Le milieu du spectacle est volontiers porté sur les événements festifs, lesquels peuvent dériver sur des excès. D’autres excès sont justement en train d’être régulés. Pensez-vous qu’il y peut y avoir un lien de causalité entre l’abus d’alcool et ces autres abus ?
Bien sûr. Mais ça aussi, c’est en train de changer complètement.

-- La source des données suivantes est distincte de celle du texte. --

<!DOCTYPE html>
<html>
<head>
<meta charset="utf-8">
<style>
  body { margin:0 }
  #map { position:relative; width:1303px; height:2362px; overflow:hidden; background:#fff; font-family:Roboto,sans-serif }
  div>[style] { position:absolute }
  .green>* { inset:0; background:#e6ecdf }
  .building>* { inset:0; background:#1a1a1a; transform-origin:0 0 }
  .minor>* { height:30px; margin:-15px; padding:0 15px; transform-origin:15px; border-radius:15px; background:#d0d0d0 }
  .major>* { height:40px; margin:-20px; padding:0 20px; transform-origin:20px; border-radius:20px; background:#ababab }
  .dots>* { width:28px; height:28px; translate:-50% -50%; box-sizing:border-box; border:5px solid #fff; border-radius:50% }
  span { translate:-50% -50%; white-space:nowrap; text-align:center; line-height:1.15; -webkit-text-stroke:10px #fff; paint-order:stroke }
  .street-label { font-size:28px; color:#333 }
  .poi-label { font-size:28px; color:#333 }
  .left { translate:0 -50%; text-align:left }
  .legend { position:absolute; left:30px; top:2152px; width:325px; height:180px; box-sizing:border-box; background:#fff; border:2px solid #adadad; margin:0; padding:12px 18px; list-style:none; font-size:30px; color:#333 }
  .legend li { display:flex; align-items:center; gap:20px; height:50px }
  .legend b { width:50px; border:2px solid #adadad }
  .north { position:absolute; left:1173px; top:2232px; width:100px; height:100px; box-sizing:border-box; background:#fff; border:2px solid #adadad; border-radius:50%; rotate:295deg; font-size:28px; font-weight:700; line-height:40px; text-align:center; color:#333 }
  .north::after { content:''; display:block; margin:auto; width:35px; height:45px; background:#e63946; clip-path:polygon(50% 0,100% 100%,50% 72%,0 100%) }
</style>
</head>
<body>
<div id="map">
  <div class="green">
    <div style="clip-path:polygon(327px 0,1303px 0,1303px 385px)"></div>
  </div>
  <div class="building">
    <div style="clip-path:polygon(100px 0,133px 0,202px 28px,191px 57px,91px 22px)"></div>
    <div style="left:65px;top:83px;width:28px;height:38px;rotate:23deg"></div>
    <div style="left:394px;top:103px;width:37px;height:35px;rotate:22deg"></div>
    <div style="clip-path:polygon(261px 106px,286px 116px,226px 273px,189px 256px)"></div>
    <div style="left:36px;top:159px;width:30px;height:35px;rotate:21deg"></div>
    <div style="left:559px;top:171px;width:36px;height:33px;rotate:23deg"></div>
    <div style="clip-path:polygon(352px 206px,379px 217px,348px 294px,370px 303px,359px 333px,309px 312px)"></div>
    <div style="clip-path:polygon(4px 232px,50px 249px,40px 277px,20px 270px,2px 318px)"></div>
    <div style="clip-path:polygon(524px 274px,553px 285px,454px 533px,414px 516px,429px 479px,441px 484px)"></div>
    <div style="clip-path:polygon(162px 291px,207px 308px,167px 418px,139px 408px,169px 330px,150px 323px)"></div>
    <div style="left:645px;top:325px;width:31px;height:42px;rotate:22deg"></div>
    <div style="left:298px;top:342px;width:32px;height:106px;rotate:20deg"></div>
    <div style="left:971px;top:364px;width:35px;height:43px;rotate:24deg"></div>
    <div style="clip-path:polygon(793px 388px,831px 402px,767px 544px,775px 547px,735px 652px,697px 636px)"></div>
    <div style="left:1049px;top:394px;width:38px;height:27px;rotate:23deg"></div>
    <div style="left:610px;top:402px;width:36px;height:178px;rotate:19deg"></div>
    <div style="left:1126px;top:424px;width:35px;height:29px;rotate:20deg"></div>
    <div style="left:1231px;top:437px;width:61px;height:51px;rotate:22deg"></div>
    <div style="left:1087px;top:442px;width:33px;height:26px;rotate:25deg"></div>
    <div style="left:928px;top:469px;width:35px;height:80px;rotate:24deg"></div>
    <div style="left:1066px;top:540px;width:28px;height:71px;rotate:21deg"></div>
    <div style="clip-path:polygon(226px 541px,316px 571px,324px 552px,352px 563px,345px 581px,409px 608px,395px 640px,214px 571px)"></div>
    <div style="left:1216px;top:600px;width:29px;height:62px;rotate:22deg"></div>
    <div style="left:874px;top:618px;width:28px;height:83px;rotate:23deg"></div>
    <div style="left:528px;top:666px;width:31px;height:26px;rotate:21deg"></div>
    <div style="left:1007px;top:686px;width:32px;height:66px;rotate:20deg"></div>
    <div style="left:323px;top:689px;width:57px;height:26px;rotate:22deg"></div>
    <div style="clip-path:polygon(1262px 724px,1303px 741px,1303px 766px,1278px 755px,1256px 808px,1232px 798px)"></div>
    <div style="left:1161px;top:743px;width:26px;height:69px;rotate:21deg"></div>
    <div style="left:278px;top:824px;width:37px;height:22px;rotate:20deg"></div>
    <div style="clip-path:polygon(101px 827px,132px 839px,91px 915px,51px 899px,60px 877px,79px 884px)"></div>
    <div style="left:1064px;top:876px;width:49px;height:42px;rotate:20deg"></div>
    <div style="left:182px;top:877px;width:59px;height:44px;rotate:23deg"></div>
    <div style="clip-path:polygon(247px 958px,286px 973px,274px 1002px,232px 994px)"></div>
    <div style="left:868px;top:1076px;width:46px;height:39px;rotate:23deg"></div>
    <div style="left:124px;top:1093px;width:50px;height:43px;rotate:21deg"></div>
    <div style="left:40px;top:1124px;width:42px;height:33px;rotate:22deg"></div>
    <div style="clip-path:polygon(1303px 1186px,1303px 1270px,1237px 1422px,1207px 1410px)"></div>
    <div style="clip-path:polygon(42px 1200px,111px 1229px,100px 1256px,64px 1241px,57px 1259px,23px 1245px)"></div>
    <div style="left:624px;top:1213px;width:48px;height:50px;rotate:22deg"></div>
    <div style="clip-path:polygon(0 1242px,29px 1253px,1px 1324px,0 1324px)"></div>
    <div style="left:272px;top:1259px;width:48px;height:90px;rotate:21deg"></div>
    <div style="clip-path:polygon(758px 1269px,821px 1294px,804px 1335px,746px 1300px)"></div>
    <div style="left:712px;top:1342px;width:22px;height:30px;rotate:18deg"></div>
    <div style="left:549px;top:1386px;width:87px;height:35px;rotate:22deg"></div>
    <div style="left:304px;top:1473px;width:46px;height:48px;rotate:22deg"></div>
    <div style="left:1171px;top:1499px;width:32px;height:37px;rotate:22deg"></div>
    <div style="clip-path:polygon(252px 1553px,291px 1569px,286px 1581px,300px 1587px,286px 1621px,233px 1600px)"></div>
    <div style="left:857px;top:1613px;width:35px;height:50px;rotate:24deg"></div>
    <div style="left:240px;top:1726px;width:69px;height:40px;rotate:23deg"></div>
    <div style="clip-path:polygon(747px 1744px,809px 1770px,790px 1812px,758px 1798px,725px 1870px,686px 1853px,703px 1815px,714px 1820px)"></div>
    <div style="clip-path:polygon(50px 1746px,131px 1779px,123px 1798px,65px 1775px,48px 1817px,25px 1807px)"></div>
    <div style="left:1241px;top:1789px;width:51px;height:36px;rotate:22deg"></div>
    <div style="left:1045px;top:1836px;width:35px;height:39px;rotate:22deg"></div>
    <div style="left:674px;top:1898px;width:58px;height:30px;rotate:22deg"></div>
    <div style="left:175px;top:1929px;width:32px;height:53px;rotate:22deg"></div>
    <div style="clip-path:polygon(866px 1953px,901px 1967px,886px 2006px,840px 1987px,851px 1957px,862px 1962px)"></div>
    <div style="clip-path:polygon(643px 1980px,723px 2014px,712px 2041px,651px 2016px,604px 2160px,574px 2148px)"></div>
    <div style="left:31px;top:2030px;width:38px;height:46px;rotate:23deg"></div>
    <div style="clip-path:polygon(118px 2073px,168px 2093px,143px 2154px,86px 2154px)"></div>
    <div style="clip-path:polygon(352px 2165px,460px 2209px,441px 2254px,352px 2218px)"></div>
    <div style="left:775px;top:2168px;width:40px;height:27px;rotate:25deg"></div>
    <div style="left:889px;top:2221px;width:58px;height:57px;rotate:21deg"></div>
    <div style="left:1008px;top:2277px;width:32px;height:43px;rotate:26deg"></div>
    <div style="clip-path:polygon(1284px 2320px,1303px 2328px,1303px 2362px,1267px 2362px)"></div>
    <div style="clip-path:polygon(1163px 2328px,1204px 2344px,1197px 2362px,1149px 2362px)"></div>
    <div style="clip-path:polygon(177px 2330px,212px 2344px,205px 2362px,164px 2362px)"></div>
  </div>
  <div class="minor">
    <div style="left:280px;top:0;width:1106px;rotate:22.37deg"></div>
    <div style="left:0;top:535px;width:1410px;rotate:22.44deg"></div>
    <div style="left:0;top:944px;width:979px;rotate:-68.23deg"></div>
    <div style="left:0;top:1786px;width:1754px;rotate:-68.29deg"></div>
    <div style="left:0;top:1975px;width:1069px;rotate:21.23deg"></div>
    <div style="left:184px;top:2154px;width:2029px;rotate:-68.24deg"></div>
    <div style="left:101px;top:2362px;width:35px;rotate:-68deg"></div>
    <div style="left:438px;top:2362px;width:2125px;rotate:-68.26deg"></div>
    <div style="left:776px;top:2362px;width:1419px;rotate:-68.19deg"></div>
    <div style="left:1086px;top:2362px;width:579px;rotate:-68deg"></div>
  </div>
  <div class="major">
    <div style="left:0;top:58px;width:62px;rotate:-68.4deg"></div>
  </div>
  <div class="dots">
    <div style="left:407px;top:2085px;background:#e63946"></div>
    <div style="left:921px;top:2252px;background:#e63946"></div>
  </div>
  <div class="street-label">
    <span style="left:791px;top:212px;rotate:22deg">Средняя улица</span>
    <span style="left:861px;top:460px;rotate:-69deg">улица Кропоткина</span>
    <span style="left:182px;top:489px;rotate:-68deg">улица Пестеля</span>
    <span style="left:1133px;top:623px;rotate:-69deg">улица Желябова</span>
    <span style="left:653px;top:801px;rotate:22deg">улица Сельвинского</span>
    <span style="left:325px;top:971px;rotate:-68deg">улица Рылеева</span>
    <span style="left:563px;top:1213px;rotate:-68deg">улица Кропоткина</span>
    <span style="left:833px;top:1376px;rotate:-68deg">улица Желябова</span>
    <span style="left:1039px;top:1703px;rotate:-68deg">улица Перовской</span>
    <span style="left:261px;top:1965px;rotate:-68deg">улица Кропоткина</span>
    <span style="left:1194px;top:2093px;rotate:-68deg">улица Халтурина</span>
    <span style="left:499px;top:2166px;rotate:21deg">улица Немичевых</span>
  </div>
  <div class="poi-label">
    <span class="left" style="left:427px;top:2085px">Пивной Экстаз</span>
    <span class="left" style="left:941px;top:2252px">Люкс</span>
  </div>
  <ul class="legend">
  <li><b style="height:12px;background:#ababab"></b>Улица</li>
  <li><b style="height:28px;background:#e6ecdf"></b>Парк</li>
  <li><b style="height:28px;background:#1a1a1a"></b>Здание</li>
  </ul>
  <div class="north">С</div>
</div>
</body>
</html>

Les fêtes de fin de tournage sont très souvent annulées ou vraiment très simples ; plus personne ne prend la voiture… Il y a un contrôle qui a été mis en place, parce que maintenant, les productions sont responsables aussi de ce qui se passe sur un tournage. #MeeToo a évidemment participé à ce grand éclairage du monde du spectacle pour que les choses changent, rentrent dans l’ordre et que justement, tout ce qui a pu se passer sur les tournages — on le sait, on ne va pas réénumérer — ne puisse plus être possible, je l’espère, dans les années à venir.

Des jours meilleurs de Elsa Bennett & Hippolyte Dard (Fr., 1h44) avec Valérie Bonneton, Michèle Laroque, Sabrina Ouazani, Clovis Cornillac… En salle le 23 avril 2025.